### ABOUT THIS TASK
Your task is to copy each line in the listing that includes the word "Alfonsa".

RECORDS PROVIDED section start

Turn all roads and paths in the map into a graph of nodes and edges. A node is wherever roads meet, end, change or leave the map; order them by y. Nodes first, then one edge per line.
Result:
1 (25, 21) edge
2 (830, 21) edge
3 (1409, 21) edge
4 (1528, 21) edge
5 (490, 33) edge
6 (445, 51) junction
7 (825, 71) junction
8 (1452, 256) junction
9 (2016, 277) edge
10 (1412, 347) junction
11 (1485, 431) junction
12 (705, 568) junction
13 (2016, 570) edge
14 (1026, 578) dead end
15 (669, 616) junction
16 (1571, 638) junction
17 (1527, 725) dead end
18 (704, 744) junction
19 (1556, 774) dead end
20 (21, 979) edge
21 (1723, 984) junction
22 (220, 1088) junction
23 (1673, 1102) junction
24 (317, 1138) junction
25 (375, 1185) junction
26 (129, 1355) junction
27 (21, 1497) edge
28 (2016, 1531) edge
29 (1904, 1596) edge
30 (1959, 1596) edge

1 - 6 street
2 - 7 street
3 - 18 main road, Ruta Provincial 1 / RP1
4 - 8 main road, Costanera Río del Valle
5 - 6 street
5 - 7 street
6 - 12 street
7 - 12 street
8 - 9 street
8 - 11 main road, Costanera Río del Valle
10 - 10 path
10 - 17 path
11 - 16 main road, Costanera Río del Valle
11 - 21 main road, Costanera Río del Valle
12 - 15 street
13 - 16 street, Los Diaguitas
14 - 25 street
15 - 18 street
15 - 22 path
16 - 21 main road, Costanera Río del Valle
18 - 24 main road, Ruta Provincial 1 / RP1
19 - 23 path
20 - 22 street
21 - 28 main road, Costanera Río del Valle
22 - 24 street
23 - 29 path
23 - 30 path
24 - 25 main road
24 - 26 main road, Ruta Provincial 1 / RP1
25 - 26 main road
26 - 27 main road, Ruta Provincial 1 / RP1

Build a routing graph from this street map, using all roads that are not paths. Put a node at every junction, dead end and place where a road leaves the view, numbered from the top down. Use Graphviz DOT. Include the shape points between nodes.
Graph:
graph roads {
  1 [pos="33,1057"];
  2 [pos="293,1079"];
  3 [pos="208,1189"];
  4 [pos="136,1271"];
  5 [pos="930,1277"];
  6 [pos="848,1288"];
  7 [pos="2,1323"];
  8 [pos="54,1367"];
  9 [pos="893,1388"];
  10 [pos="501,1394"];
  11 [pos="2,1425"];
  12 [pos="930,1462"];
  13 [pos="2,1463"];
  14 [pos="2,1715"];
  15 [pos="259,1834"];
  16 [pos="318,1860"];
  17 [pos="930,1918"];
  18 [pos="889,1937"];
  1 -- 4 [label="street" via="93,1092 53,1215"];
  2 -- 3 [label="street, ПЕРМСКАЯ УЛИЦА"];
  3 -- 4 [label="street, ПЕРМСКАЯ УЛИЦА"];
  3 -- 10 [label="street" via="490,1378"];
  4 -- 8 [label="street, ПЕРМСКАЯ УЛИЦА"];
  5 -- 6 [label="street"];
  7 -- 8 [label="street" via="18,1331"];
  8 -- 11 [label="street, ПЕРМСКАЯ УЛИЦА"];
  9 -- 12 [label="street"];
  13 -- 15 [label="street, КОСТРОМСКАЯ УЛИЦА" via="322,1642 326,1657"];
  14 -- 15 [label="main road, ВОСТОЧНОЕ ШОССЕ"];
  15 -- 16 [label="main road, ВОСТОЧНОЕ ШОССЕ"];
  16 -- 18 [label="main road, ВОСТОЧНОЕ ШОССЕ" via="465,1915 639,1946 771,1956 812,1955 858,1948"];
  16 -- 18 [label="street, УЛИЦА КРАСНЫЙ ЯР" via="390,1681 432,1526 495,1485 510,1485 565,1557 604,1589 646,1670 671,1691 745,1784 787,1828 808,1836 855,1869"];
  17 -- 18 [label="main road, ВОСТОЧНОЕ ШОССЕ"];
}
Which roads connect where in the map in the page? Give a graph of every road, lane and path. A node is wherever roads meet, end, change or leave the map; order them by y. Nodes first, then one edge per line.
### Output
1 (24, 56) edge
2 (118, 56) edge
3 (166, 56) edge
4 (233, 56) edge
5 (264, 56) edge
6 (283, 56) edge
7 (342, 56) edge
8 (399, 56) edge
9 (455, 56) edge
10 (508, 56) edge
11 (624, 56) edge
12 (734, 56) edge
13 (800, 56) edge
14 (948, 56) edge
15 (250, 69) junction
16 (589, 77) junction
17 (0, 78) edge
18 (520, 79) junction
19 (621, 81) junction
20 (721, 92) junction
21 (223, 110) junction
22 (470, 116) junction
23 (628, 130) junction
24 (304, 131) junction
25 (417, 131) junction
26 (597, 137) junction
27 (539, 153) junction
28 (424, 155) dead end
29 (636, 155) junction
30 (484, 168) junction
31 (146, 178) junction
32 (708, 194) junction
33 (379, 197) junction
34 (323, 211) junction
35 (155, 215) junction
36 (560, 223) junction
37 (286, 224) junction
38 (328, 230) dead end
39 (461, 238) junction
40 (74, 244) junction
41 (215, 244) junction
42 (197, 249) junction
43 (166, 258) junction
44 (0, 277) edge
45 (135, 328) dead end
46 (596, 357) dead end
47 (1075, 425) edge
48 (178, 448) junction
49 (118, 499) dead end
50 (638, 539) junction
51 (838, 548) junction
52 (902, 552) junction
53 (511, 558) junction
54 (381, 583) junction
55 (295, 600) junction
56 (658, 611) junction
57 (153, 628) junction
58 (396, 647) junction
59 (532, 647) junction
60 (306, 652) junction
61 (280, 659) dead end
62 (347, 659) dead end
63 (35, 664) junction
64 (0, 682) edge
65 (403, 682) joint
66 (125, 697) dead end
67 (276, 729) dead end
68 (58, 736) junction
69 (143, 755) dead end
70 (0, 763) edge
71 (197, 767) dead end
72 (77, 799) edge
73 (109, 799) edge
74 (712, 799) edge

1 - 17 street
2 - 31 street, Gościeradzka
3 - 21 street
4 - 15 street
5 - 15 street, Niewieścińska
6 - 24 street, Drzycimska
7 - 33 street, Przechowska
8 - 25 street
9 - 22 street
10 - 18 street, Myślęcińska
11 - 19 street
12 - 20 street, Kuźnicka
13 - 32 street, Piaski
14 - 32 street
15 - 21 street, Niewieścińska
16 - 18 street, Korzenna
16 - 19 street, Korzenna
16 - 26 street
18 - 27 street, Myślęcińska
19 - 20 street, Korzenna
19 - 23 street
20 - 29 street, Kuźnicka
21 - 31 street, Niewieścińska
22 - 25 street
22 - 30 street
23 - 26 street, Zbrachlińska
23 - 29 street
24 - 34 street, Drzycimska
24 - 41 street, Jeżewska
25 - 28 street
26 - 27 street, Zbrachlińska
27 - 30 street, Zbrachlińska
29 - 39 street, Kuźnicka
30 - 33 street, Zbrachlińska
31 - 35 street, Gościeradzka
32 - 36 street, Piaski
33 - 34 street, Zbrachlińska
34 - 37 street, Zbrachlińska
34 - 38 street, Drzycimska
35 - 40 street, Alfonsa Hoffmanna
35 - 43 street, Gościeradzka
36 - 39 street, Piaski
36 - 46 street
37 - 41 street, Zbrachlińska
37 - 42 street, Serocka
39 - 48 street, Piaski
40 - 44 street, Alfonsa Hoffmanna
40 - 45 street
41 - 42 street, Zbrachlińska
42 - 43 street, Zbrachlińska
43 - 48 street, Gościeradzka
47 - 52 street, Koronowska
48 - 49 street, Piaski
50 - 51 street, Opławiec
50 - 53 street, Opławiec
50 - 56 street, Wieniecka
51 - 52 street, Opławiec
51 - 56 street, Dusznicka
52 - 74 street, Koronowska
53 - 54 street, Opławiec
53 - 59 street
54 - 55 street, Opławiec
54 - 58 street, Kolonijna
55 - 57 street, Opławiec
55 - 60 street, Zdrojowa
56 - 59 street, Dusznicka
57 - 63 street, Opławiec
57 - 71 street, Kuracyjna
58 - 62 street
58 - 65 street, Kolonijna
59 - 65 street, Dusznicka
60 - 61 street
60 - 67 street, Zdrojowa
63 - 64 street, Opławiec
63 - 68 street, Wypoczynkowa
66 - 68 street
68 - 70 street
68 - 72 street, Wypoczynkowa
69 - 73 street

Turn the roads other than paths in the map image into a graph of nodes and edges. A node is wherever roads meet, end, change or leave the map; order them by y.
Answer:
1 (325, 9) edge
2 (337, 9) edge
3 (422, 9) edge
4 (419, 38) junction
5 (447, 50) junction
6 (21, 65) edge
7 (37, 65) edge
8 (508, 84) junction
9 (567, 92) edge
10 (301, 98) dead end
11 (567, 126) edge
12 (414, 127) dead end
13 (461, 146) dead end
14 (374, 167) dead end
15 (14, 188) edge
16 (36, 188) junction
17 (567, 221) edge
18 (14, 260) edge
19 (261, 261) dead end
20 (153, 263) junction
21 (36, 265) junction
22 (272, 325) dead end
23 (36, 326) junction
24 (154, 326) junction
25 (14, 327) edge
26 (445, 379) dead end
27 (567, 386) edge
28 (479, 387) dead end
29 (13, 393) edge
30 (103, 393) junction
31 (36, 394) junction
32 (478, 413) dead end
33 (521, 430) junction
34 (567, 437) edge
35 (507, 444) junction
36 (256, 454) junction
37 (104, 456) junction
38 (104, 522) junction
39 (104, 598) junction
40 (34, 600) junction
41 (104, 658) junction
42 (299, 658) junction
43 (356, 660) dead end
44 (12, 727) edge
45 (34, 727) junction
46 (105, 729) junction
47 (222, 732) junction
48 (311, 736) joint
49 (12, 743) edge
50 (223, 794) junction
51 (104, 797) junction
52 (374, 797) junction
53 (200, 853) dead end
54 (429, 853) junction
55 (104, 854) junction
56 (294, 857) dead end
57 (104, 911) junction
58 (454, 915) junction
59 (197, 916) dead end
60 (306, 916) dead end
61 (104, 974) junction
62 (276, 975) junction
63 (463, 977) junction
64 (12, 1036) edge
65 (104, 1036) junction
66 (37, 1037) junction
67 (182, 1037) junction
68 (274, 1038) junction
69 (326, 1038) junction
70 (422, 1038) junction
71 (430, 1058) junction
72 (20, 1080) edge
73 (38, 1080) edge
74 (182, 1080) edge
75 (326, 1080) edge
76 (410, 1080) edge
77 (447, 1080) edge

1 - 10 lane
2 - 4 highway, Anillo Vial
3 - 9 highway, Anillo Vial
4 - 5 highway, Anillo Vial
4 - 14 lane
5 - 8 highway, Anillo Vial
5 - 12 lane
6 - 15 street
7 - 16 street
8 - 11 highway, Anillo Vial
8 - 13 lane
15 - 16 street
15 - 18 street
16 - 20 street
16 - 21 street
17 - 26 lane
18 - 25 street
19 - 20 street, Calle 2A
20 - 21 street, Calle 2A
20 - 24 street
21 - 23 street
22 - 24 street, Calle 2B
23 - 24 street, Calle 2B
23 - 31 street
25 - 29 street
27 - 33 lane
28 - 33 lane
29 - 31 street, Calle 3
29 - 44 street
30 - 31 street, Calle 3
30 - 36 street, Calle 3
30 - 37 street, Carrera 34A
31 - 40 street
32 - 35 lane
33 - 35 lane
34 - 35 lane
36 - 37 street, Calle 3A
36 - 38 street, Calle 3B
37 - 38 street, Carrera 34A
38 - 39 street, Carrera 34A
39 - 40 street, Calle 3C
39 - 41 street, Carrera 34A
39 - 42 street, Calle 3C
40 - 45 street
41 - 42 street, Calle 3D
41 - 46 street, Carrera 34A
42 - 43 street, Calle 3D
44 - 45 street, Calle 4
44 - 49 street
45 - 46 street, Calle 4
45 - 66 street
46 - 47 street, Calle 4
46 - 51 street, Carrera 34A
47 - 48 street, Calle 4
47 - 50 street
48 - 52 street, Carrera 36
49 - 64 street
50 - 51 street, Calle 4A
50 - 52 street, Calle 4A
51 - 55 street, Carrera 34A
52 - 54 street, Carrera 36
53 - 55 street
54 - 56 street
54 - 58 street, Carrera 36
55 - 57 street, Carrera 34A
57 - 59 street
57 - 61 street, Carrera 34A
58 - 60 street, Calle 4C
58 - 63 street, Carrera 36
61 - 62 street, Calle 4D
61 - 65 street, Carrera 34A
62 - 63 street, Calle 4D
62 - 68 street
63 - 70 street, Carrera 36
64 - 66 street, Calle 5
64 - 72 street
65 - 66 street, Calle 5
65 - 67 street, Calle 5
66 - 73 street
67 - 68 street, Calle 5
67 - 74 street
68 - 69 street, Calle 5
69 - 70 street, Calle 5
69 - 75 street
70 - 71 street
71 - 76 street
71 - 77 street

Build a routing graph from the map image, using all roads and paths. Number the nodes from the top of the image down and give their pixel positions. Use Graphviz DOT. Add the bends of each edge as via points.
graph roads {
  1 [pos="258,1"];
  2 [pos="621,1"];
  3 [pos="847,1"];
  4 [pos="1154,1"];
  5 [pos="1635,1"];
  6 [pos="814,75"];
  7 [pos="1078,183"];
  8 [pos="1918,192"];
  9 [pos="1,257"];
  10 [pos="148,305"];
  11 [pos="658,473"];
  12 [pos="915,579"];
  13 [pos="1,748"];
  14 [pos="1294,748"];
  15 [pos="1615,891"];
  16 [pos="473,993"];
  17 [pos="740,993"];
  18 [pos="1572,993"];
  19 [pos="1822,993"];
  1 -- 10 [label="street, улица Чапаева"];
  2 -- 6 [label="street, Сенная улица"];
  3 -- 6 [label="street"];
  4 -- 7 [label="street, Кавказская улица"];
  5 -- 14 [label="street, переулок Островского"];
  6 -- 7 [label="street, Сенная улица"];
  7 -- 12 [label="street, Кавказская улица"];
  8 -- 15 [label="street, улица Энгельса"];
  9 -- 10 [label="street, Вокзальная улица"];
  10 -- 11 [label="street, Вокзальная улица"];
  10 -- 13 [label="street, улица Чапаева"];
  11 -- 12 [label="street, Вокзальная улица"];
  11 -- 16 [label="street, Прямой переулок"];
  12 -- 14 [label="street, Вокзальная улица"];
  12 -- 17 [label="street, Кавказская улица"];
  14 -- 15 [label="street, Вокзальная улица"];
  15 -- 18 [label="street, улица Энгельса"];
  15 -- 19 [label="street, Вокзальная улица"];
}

RECORDS PROVIDED section end

### OUTPUT FOR THIS EXERCISE
35 - 40 street, Alfonsa Hoffmanna
40 - 44 street, Alfonsa Hoffmanna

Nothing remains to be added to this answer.